(Records shown Opens)
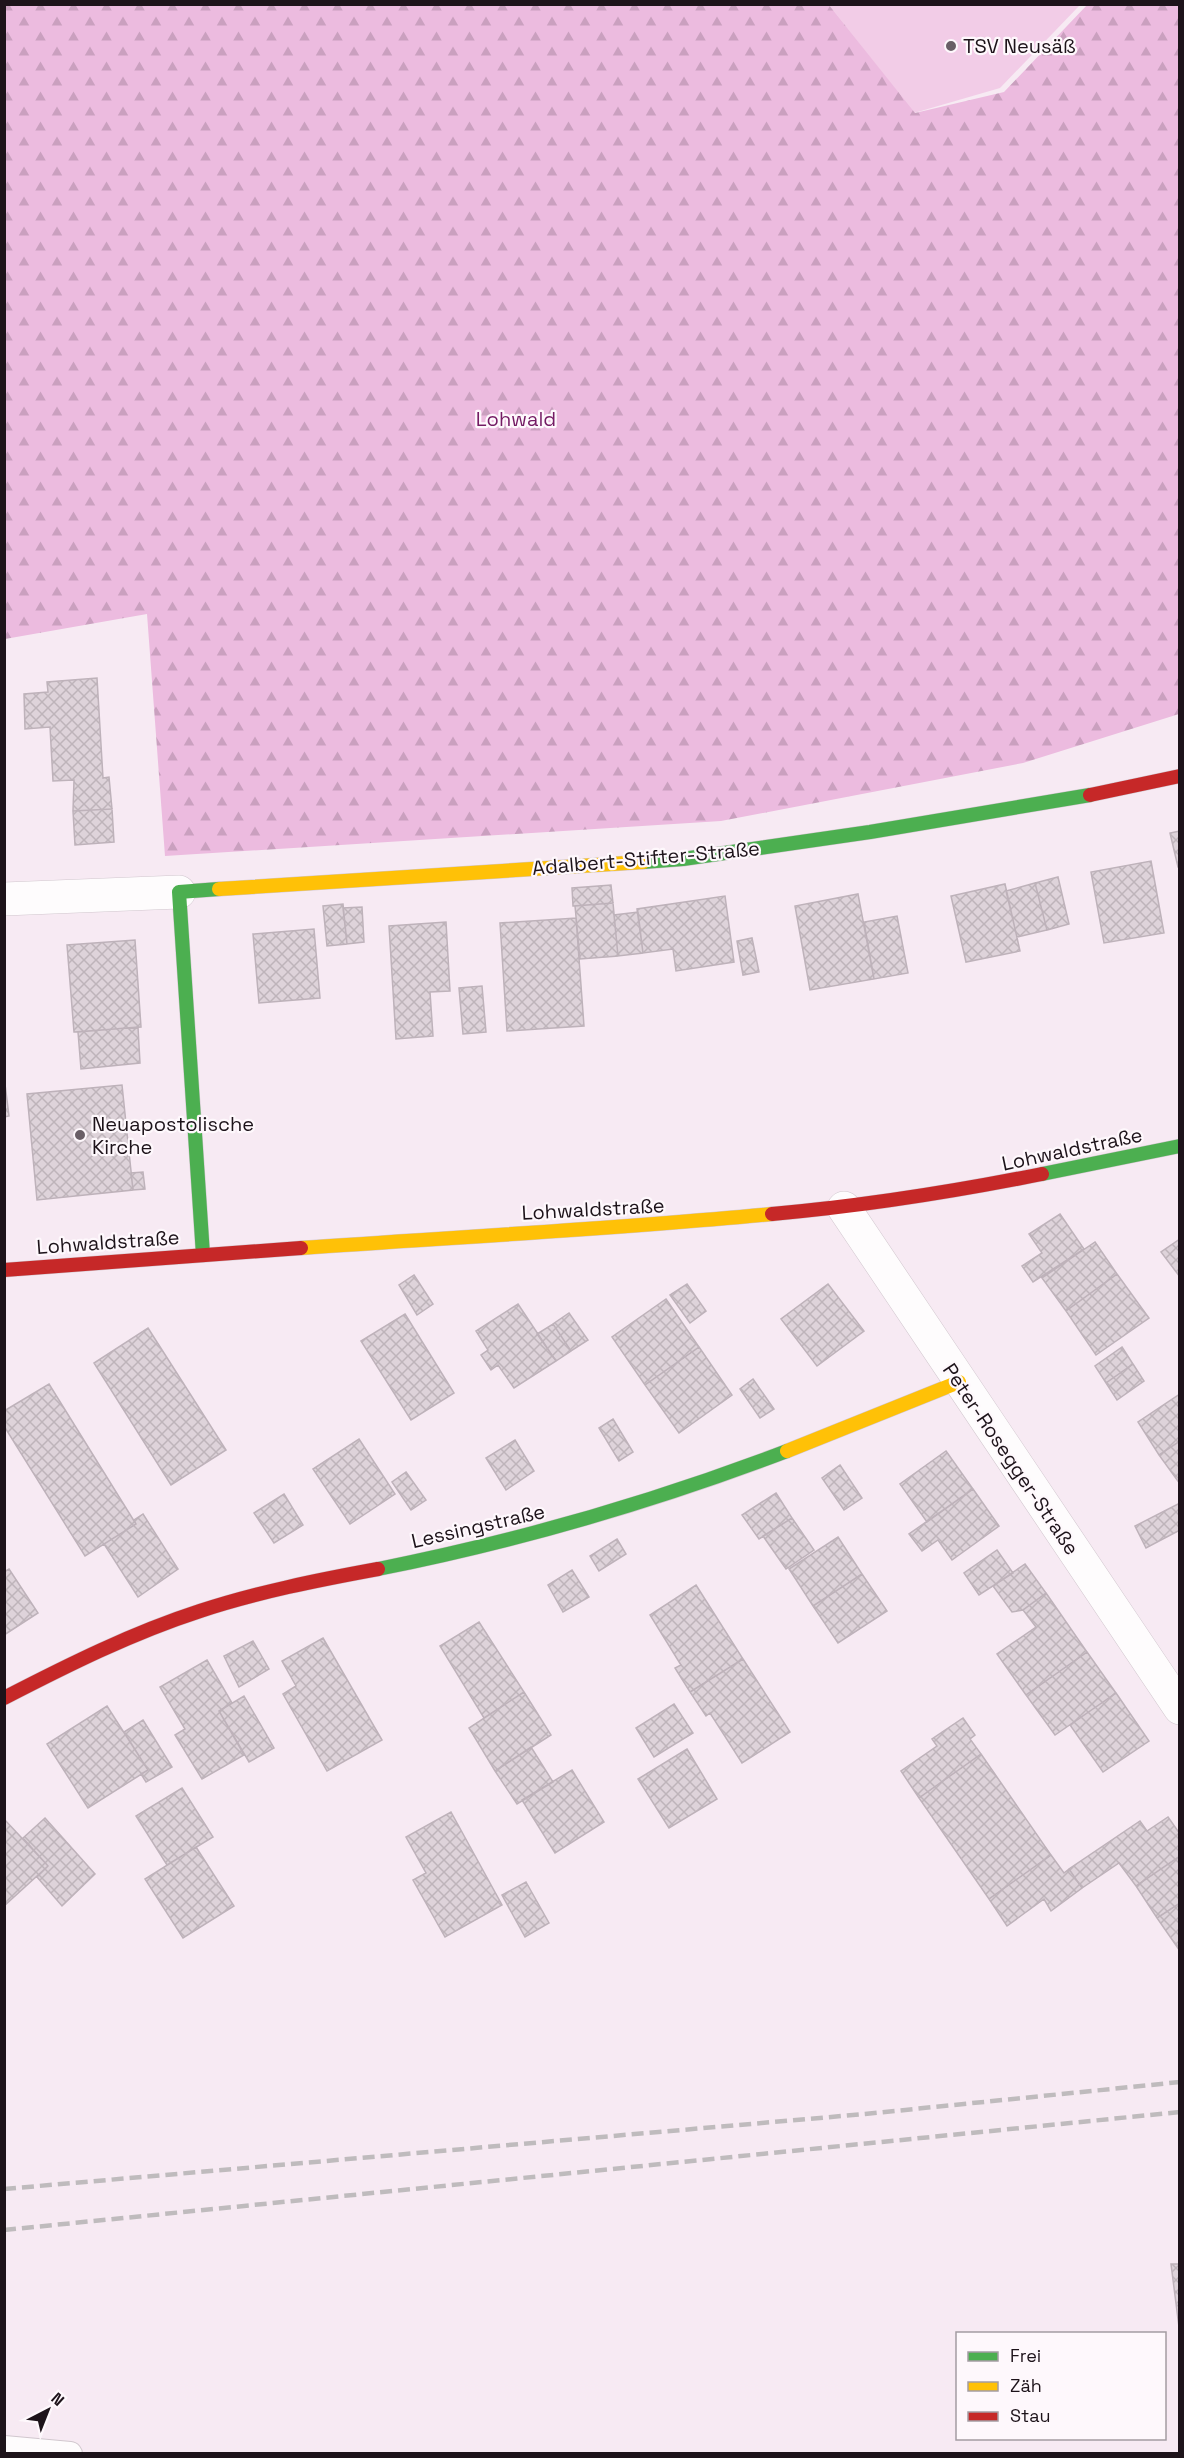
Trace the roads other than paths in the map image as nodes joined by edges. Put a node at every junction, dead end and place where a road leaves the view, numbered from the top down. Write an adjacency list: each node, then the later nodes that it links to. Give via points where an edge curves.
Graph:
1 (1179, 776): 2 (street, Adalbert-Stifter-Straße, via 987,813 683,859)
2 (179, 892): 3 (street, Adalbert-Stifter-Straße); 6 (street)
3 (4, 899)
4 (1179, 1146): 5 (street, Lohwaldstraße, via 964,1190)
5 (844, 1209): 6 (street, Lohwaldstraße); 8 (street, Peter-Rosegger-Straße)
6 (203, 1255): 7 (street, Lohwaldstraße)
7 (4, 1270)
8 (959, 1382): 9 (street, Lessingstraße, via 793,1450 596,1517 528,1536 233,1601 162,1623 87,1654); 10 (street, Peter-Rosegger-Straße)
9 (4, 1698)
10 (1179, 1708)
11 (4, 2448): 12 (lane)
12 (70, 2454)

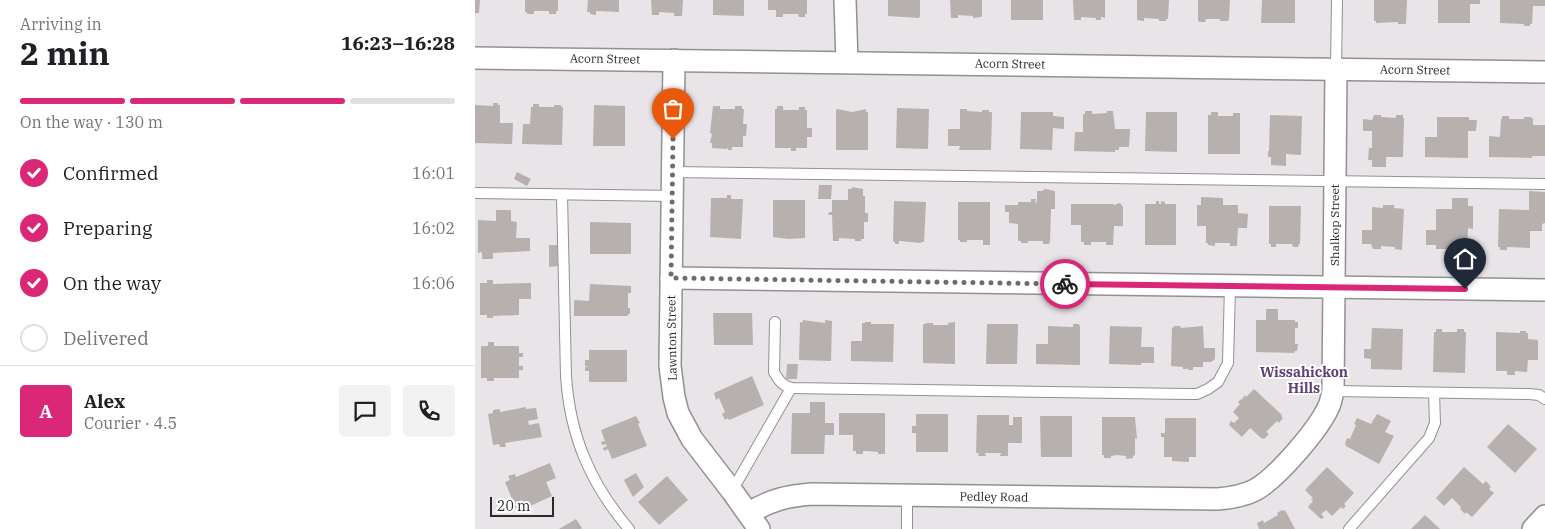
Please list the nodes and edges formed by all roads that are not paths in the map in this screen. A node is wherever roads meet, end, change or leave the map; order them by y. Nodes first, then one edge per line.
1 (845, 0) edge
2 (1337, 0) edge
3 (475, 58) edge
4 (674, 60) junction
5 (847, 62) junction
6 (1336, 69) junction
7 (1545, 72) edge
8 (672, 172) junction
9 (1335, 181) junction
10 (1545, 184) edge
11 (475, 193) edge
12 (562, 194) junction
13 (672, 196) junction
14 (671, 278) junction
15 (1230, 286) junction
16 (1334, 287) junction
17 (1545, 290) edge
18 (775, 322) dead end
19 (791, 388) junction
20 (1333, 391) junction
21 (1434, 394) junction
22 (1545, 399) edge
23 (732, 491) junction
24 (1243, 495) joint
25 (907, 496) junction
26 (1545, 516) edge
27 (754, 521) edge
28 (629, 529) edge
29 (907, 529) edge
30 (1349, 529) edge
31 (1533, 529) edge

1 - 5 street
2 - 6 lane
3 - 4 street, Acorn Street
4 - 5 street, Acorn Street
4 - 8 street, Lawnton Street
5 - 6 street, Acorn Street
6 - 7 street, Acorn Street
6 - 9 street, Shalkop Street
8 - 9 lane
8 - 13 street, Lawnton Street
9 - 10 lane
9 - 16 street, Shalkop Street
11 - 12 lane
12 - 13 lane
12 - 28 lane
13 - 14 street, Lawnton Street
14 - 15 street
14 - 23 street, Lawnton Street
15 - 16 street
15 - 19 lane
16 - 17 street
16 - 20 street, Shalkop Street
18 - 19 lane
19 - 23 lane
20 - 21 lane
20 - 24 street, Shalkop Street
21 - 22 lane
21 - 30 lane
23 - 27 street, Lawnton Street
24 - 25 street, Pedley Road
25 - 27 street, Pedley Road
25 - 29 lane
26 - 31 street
(Records shown Closes)
_Work required_:
Omitting all images, retype each line of the records precisely.

_Written response_:
Trace the roads other than paths in the map image as nodes joined by edges. Put a node at every junction, dead end and place where a road leaves the view, numbered from the top down. Write an adjacency list: each node, then the later nodes that it links to. Give via points where an edge curves.
Graph:
1 (1179, 776): 2 (street, Adalbert-Stifter-Straße, via 987,813 683,859)
2 (179, 892): 3 (street, Adalbert-Stifter-Straße); 6 (street)
3 (4, 899)
4 (1179, 1146): 5 (street, Lohwaldstraße, via 964,1190)
5 (844, 1209): 6 (street, Lohwaldstraße); 8 (street, Peter-Rosegger-Straße)
6 (203, 1255): 7 (street, Lohwaldstraße)
7 (4, 1270)
8 (959, 1382): 9 (street, Lessingstraße, via 793,1450 596,1517 528,1536 233,1601 162,1623 87,1654); 10 (street, Peter-Rosegger-Straße)
9 (4, 1698)
10 (1179, 1708)
11 (4, 2448): 12 (lane)
12 (70, 2454)

Please list the nodes and edges formed by all roads that are not paths in the map in this screen. A node is wherever roads meet, end, change or leave the map; order them by y. Nodes first, then one edge per line.
1 (845, 0) edge
2 (1337, 0) edge
3 (475, 58) edge
4 (674, 60) junction
5 (847, 62) junction
6 (1336, 69) junction
7 (1545, 72) edge
8 (672, 172) junction
9 (1335, 181) junction
10 (1545, 184) edge
11 (475, 193) edge
12 (562, 194) junction
13 (672, 196) junction
14 (671, 278) junction
15 (1230, 286) junction
16 (1334, 287) junction
17 (1545, 290) edge
18 (775, 322) dead end
19 (791, 388) junction
20 (1333, 391) junction
21 (1434, 394) junction
22 (1545, 399) edge
23 (732, 491) junction
24 (1243, 495) joint
25 (907, 496) junction
26 (1545, 516) edge
27 (754, 521) edge
28 (629, 529) edge
29 (907, 529) edge
30 (1349, 529) edge
31 (1533, 529) edge

1 - 5 street
2 - 6 lane
3 - 4 street, Acorn Street
4 - 5 street, Acorn Street
4 - 8 street, Lawnton Street
5 - 6 street, Acorn Street
6 - 7 street, Acorn Street
6 - 9 street, Shalkop Street
8 - 9 lane
8 - 13 street, Lawnton Street
9 - 10 lane
9 - 16 street, Shalkop Street
11 - 12 lane
12 - 13 lane
12 - 28 lane
13 - 14 street, Lawnton Street
14 - 15 street
14 - 23 street, Lawnton Street
15 - 16 street
15 - 19 lane
16 - 17 street
16 - 20 street, Shalkop Street
18 - 19 lane
19 - 23 lane
20 - 21 lane
20 - 24 street, Shalkop Street
21 - 22 lane
21 - 30 lane
23 - 27 street, Lawnton Street
24 - 25 street, Pedley Road
25 - 27 street, Pedley Road
25 - 29 lane
26 - 31 street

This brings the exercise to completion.